Вы хорошо проводите тот синтез, которого я не был в состоянии совершить, сосредоточившись на моем анализе. Однако мне не совсем ясно, исходит ли от индивидуализма, например, мнение, высказанное во «Фиоретти» о том, что степень духовного совершенства зависит от степени духовного страдания, которое праведник испытывает перед распятием, или взгляды на православие папы Пия XII, о которых я писал прежде.
Робинсона, Адольфа и др. я мало знаю. Может быть, действительно страх их схватил, но я больше вижу у них головокружение. Кружение от найденной свободы, если они католики, или от общего движения вперед в области науки. Ведь, чтобы говорить только о Фрейде, который мне немного знаком, в нем прячутся великие духовные богатства. Заповедь «Не суди» нам уже не трудна. А как иллюстрируется им идея, что «царство небесное в самом человеке»!
Хотелось бы знать, как Вы относитесь к моему мнению о том, что в католической Церкви есть особая мудрость и свобода. Знаю, как высоко стоит русское старчество, но больше в области чисто внутренней жизни, чем мирской, в которой, однако, воплощается Слово Божие. Такими явлениями, как прозорливость, я далеко не пренебрегаю, но я не уверен, что они только сверхприродны. К тому же они встречаются, хоть и реже, и у католиков.

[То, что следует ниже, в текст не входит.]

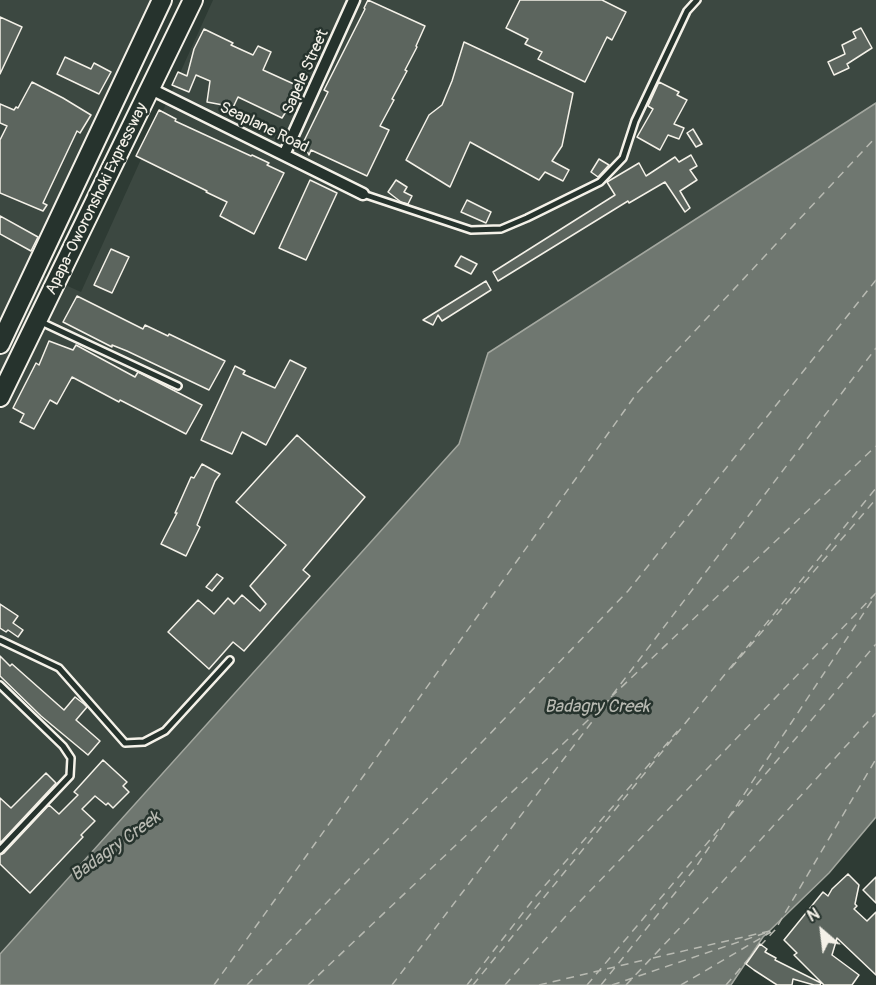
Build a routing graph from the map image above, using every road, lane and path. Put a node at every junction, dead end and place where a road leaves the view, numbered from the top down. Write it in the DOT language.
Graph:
graph roads {
  1 [pos="162,0"];
  2 [pos="193,0"];
  3 [pos="354,0"];
  4 [pos="697,0"];
  5 [pos="151,89"];
  6 [pos="284,155"];
  7 [pos="363,195"];
  8 [pos="37,320"];
  9 [pos="0,344"];
  10 [pos="178,386"];
  11 [pos="0,397"];
  12 [pos="0,640"];
  13 [pos="230,660"];
  14 [pos="0,685"];
  15 [pos="0,850"];
  1 -- 9 [label="main road, Apapa-Oworonshoki Expressway"];
  2 -- 5 [label="main road, Apapa-Oworonshoki Expressway"];
  3 -- 6 [label="street, Sapele Street"];
  4 -- 7 [label="lane"];
  5 -- 6 [label="street, Seaplane Road"];
  5 -- 8 [label="main road, Apapa-Oworonshoki Expressway"];
  6 -- 7 [label="street, Seaplane Road"];
  8 -- 10 [label="lane"];
  8 -- 11 [label="main road, Apapa-Oworonshoki Expressway"];
  12 -- 13 [label="lane"];
  14 -- 15 [label="lane"];
}
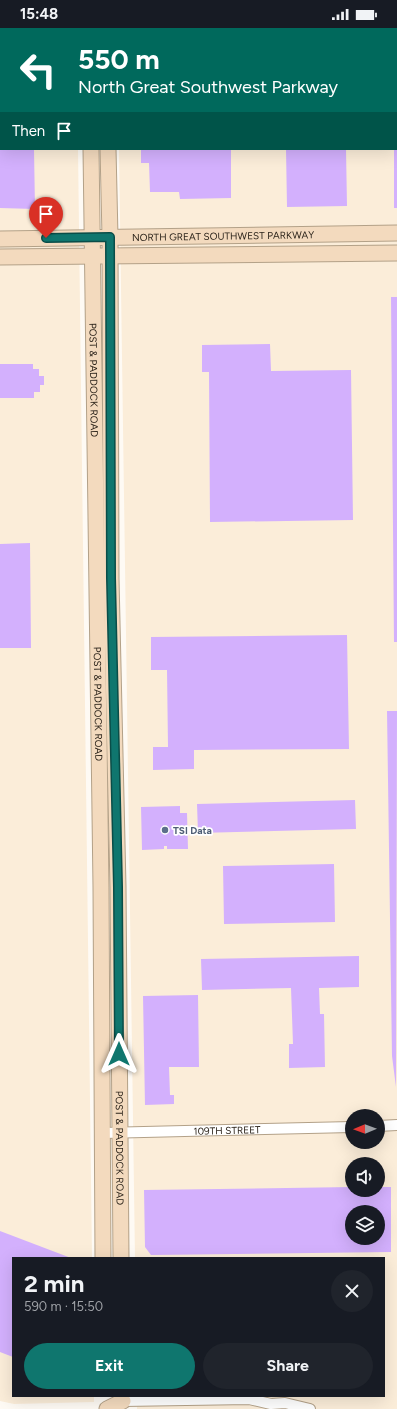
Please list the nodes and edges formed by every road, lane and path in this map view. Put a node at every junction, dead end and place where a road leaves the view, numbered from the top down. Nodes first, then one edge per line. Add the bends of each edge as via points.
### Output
1 (91, 150) edge
2 (108, 150) edge
3 (397, 233) edge
4 (331, 234) junction
5 (92, 237) junction
6 (110, 237) junction
7 (0, 239) edge
8 (331, 253) junction
9 (397, 253) edge
10 (92, 256) junction
11 (110, 256) junction
12 (0, 257) edge
13 (94, 373) junction
14 (110, 373) junction
15 (104, 578) junction
16 (101, 887) junction
17 (118, 887) junction
18 (385, 1126) edge
19 (397, 1126) edge
20 (345, 1127) edge
21 (120, 1133) junction
22 (103, 1134) junction
23 (103, 1257) edge
24 (121, 1257) edge
25 (104, 1397) edge
26 (123, 1402) edge
27 (271, 1404) junction
28 (104, 1409) edge
29 (107, 1409) edge
30 (260, 1409) edge
31 (310, 1409) edge

1 - 5 street, POST & PADDOCK ROAD
2 - 6 street, POST & PADDOCK ROAD
3 - 4 street, NORTH GREAT SOUTHWEST PARKWAY
4 - 6 street, NORTH GREAT SOUTHWEST PARKWAY
4 - 8 street
5 - 6 street, NORTH GREAT SOUTHWEST PARKWAY
5 - 7 street, NORTH GREAT SOUTHWEST PARKWAY
5 - 10 street, POST & PADDOCK ROAD
6 - 11 street, POST & PADDOCK ROAD
8 - 9 street, NORTH GREAT SOUTHWEST PARKWAY
8 - 11 street, NORTH GREAT SOUTHWEST PARKWAY
10 - 11 street, NORTH GREAT SOUTHWEST PARKWAY
10 - 12 street, NORTH GREAT SOUTHWEST PARKWAY
10 - 13 street, POST & PADDOCK ROAD
11 - 14 street, POST & PADDOCK ROAD
13 - 14 street
13 - 15 street, POST & PADDOCK ROAD
14 - 15 street, POST & PADDOCK ROAD
15 - 16 street, POST & PADDOCK ROAD
15 - 17 street, POST & PADDOCK ROAD
16 - 17 street
16 - 22 street, POST & PADDOCK ROAD
17 - 21 street, POST & PADDOCK ROAD
18 - 19 street
20 - 21 street, 109TH STREET
21 - 22 street, 109TH STREET
21 - 24 street, POST & PADDOCK ROAD
22 - 23 street, POST & PADDOCK ROAD
25 - 28 street
26 - 27 street via 250,1399
26 - 29 street
27 - 30 street
27 - 31 street via 285,1403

В том, что корни разделения христиан не в вероучении, я глубоко убежден. Например, если понять монофизитство по–нашему, то выходило бы, что приверженцы монофизитства не способны познать истинного Богочеловека. А в действительности мы видим, что монофизиты суть истинные христиане, по–видимому не меньше, чем православные. Значит, или весь вопрос сводится к недоразумению (что и доказывают историки), или благодать покрывает не совсем точное богословское определение. В других случаях скажу, что вера нераздельна от любви: воистину христианин тот, кто истинно исполняет заповедь о любви. Нередко бывает, что какой–нибудь евангелист более истинно любит, чем мы, правоверные.
5 мая 1974 г.
Дорогой отец Александр!
В Вашем письме от 8–го апреля Вы говорили, что вам трудно себе представить резкие конфронтации конфессий, которые случаются у нас. Сегодня я хотел бы Вам дать картину этих конфронтаций.
Надо различать 6 возможных позиций в отношении одной Церкви к другой:
№ 1: Полное отчуждение одной Церкви. Причины иногда уважаемые.
№ 2: Законное согласие между двумя Церквями об «евхаристическом гостеприимстве» — что вполне существует только между Римской и Московской.
№ 3: Так называемый «дикий экуменизм». На основе каких–то переживаний о братстве группа разных верующих дает друг другу причастие, сознательно нарушая правила своих церквей. Такое действие иногда берет характер бунта: они говорят, что совершили «пророческое действие».
№ 4: Между позициями 2 и 3, пастырь, на богословских основах, берет предварительное решение в случаях, не предусмотренных правилами. Впоследствии новые расширенные правила утвердили его решение.
№ 5: Отдельные случаи, когда священник себя считает морально принужденным допускать к причастию члена Церкви, от которой не предполагается согласия.
№ 6: Односторонняя инициатива одной Церкви, допуская к причастию членов одной Церкви, не признающей сопричастия. К тому же, Церковь, допускающая к причастию иных членов, не дает взаимного разрешения своим собственным членам.